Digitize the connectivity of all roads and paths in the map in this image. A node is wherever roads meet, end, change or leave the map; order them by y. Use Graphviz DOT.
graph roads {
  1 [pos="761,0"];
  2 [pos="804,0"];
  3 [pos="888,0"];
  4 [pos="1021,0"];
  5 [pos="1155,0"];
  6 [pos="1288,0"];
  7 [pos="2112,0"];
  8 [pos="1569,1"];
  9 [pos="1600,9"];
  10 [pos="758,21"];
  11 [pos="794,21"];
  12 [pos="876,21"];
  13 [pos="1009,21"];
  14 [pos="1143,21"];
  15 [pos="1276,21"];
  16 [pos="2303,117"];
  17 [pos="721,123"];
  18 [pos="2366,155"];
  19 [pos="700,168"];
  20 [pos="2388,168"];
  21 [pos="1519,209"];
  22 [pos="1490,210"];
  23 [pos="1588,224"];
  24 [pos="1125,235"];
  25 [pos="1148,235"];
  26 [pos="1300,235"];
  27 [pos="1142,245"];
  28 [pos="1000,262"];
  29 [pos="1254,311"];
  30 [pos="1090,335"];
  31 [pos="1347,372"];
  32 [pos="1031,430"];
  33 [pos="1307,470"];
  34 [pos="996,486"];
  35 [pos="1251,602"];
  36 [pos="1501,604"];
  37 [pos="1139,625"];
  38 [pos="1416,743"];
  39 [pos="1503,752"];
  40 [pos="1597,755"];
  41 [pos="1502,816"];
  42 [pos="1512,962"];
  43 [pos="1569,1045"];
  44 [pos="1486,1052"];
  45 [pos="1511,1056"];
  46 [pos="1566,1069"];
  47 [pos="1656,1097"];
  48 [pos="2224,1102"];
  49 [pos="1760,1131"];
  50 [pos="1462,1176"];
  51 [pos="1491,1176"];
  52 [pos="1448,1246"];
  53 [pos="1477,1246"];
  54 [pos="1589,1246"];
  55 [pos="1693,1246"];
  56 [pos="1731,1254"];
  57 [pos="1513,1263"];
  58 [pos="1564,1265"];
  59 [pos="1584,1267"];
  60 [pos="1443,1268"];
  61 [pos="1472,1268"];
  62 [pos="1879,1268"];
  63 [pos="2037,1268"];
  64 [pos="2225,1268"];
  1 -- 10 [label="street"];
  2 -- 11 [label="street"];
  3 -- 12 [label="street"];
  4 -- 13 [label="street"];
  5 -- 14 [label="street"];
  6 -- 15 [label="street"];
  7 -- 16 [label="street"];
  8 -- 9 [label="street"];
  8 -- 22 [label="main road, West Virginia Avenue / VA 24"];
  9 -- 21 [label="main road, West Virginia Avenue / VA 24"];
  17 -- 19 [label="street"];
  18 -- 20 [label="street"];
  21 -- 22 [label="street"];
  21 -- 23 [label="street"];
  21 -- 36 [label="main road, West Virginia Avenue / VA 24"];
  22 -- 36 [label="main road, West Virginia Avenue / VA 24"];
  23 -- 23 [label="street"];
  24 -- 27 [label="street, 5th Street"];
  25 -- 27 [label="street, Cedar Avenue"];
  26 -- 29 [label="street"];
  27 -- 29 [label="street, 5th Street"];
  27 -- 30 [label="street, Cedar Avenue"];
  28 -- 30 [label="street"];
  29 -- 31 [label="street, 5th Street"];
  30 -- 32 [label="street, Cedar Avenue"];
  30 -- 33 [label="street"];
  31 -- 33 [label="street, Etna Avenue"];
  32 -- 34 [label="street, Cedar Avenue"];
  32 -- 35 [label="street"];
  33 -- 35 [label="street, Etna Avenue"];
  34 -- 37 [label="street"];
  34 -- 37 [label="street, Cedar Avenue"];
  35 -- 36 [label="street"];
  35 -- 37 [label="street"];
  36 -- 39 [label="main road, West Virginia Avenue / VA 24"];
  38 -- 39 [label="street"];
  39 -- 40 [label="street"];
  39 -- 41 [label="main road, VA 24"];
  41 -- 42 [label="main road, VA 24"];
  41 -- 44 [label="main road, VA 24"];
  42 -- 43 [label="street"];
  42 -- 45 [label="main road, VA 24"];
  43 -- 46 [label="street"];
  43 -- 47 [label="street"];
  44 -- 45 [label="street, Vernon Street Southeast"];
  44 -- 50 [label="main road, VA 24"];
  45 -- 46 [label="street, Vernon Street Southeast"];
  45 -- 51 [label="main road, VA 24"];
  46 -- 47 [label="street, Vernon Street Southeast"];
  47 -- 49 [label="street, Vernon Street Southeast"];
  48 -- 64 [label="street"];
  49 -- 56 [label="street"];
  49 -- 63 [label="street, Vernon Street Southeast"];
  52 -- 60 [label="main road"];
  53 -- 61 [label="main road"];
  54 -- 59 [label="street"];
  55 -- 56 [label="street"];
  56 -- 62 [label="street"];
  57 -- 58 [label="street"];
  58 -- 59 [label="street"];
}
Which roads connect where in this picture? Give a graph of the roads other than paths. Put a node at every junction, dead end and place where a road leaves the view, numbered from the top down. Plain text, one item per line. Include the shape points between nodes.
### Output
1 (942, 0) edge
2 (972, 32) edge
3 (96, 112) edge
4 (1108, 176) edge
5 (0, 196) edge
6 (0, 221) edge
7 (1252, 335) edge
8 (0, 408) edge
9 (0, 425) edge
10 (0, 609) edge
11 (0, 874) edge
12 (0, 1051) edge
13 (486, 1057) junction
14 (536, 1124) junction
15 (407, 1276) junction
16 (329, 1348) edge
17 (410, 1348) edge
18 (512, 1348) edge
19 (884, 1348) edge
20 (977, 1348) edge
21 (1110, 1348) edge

- TASK DIRECTIONS
If a line in the data above holds the string "junction", report that line.

- SOLVED PROBLEM
Which roads connect where in this picture? Give a graph of the roads other than paths. Put a node at every junction, dead end and place where a road leaves the view, numbered from the top down. Plain text, one item per line. Include the shape points between nodes.
13 (486, 1057) junction
14 (536, 1124) junction
15 (407, 1276) junction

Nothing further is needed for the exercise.